European Six Sigma Club

Deutschland e.V.
Aus der Praxis für die Praxis

Die Geschichte des European Six Sigma Clubs

Kjell Magnusson war auf Seiten der ABB Gruppe (Asean Brown Bovery) für den Erfolg eines Verbesserungsprogramms verantwortlich. Zusammen mit Michael Harry - einem der "Väter" von Six Sigma - gelang den beiden der überzeugende Beweis, durch verbesserte Qualität die Kosten deutlich zu reduzieren. Six Sigma wurde als die leistungsfähige Methode zur Verbesserung von Prozessen demonstriert mit herausragenden Auswirkungen auf das Unternehmensergebnis.

Es war Kjell Magnusson, der mit dem Ziel des Benchmarking und des Erfahrungsaustauschs die ersten Europäischen Six Sigma Anwender zu einem jährlichen Six Sigma Symposium einlud. Ein kleiner Kreis von Experten traf sich deshalb einmal im Jahr zum Best Practice Sharing. Die geschlossene Form der Treffen erlaubte einen sehr offenen Austausch von Erfahrungen und neuer Ideen bis zur Grenze vertraulicher Unternehmens Informationen. Unternehmensweite Kulturänderungen sind - wie die Erfahrung zeigt - schwierig umzusetzen. Die Gespräche dieses Expertenkreises hatten eine sehr stimulierende Wirkung auf die Teilnehmer ausgeübt, die mit neuen Ideen - aber auch mit Erkenntnissen, was man besser nicht tun sollte - die Umsetzung in ihren Unternehmen beschleunigten.

Inzwischen wird Six Sigma auch in Europa von vielen Unternehmen erfolgreich eingesetzt und die Akzeptanz und Ausbreitung nehmen stark zu.

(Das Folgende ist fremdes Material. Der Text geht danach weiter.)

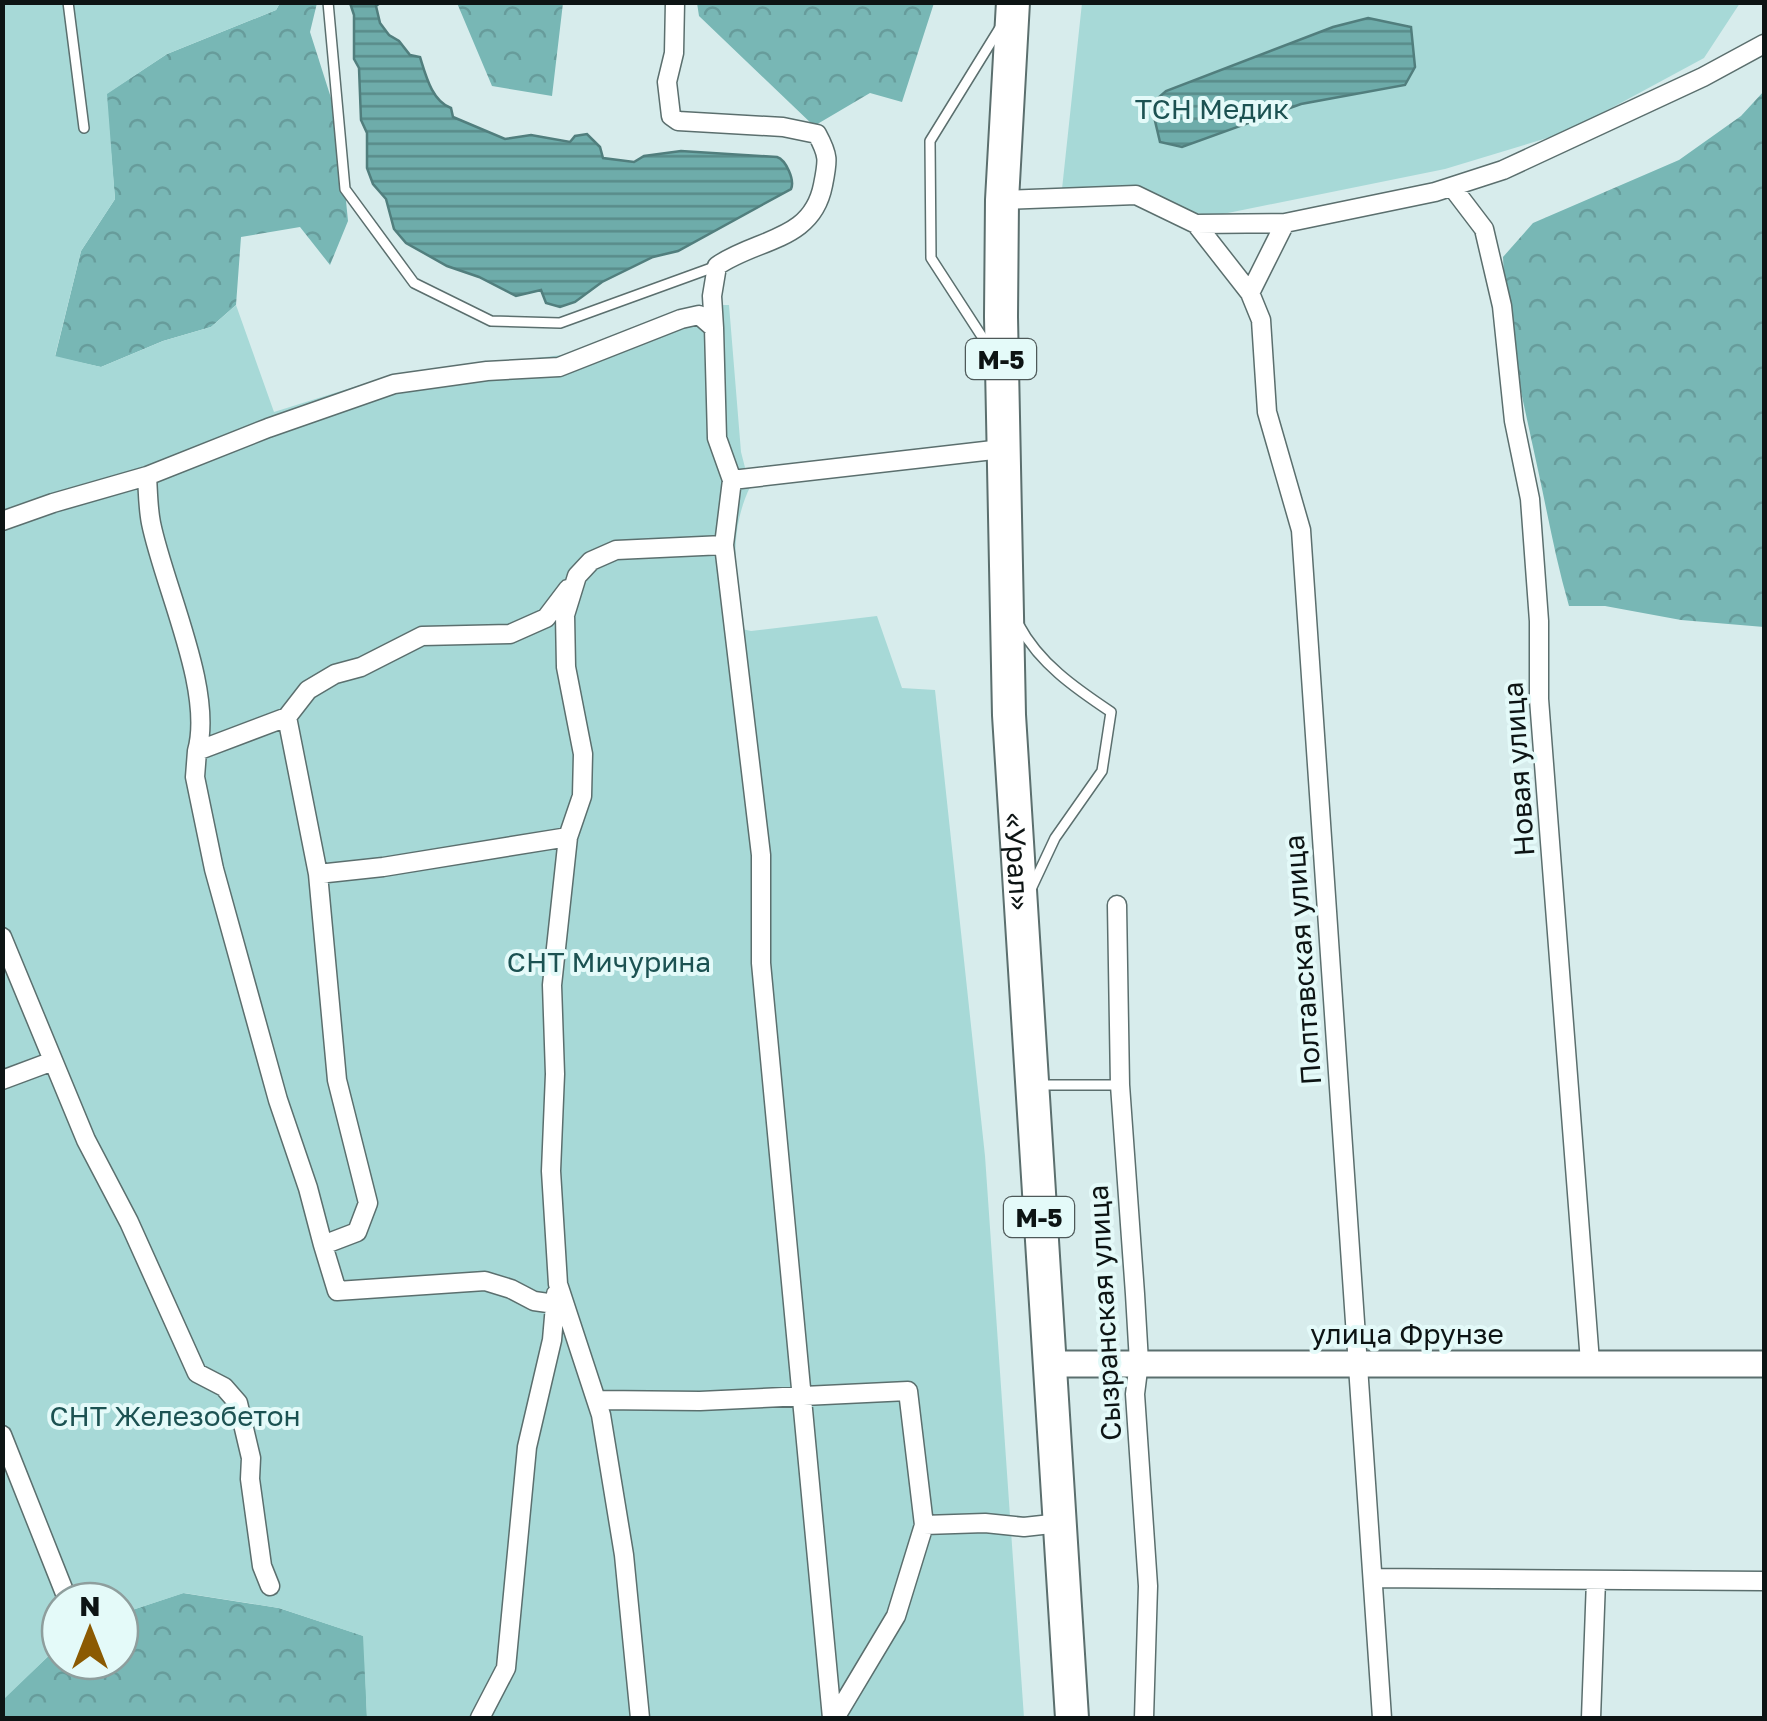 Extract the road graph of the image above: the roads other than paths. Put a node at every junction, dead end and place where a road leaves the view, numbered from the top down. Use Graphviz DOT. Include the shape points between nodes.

Deshalb beschloss dieser Expertenkreis, der Tatsache gerecht zu werden und sich weiteren Teilnehmern zu öffnen. Der Erfahrungsaustausch soll allen Anwendern von Six Sigma ermöglicht werden, die Interesse haben, einen Beitrag zu leisten. Dieser erweiterte Kreis von Interessenten nannte sich European Six Sigma Club.

In einem ersten Schritt wurde ein Steering Commitee gegründet. Es bestand aus den Gründungsmitgliedern des European Six Sigma Club (Vertreter der Firmen ABB, Allied Signal, Ericsson, Philips, Siemens, Whirlpool). Diese einigten sich darauf, die Ziele operativ in jährlichen Zwei-Tages-Workshops umzusetzen. Eines der Unternehmen der (Gründungs-) Mitglieder übernimmt die Schirmherrschaft (Sponsor).

Der erste Workshop in fand im Oktober 1999 in Varese in Nord-Italien statt. Sponsor war die Europäische Division der US-Firma Whirlpool. Black Belts, Master Black Belts und Champions berichteten über Ihre Erfahrungen, erläuterten Projekte, diskutierten Hürden, die einer raschen Umsetzung im Wege standen und berieten, wie das Europäische Management stärker auf diese Methode aufmerksam gemacht werden kann. Weitere Workshops fanden in Barcelona, München, Malmö;, Madrid und Lissabon statt. Regionale Treffen gibt es seit 2003 in Spanien und seit 2005 in Deutschland.

Alle Workshops waren geprägt durch eine offene, konstruktive Atmosphäre. Die Teilnehmer waren sich alle einig, dass dies der richtige Weg ist, der Six Sigma Methodik in Europa gleichfalls zum Erfolg zu verhelfen.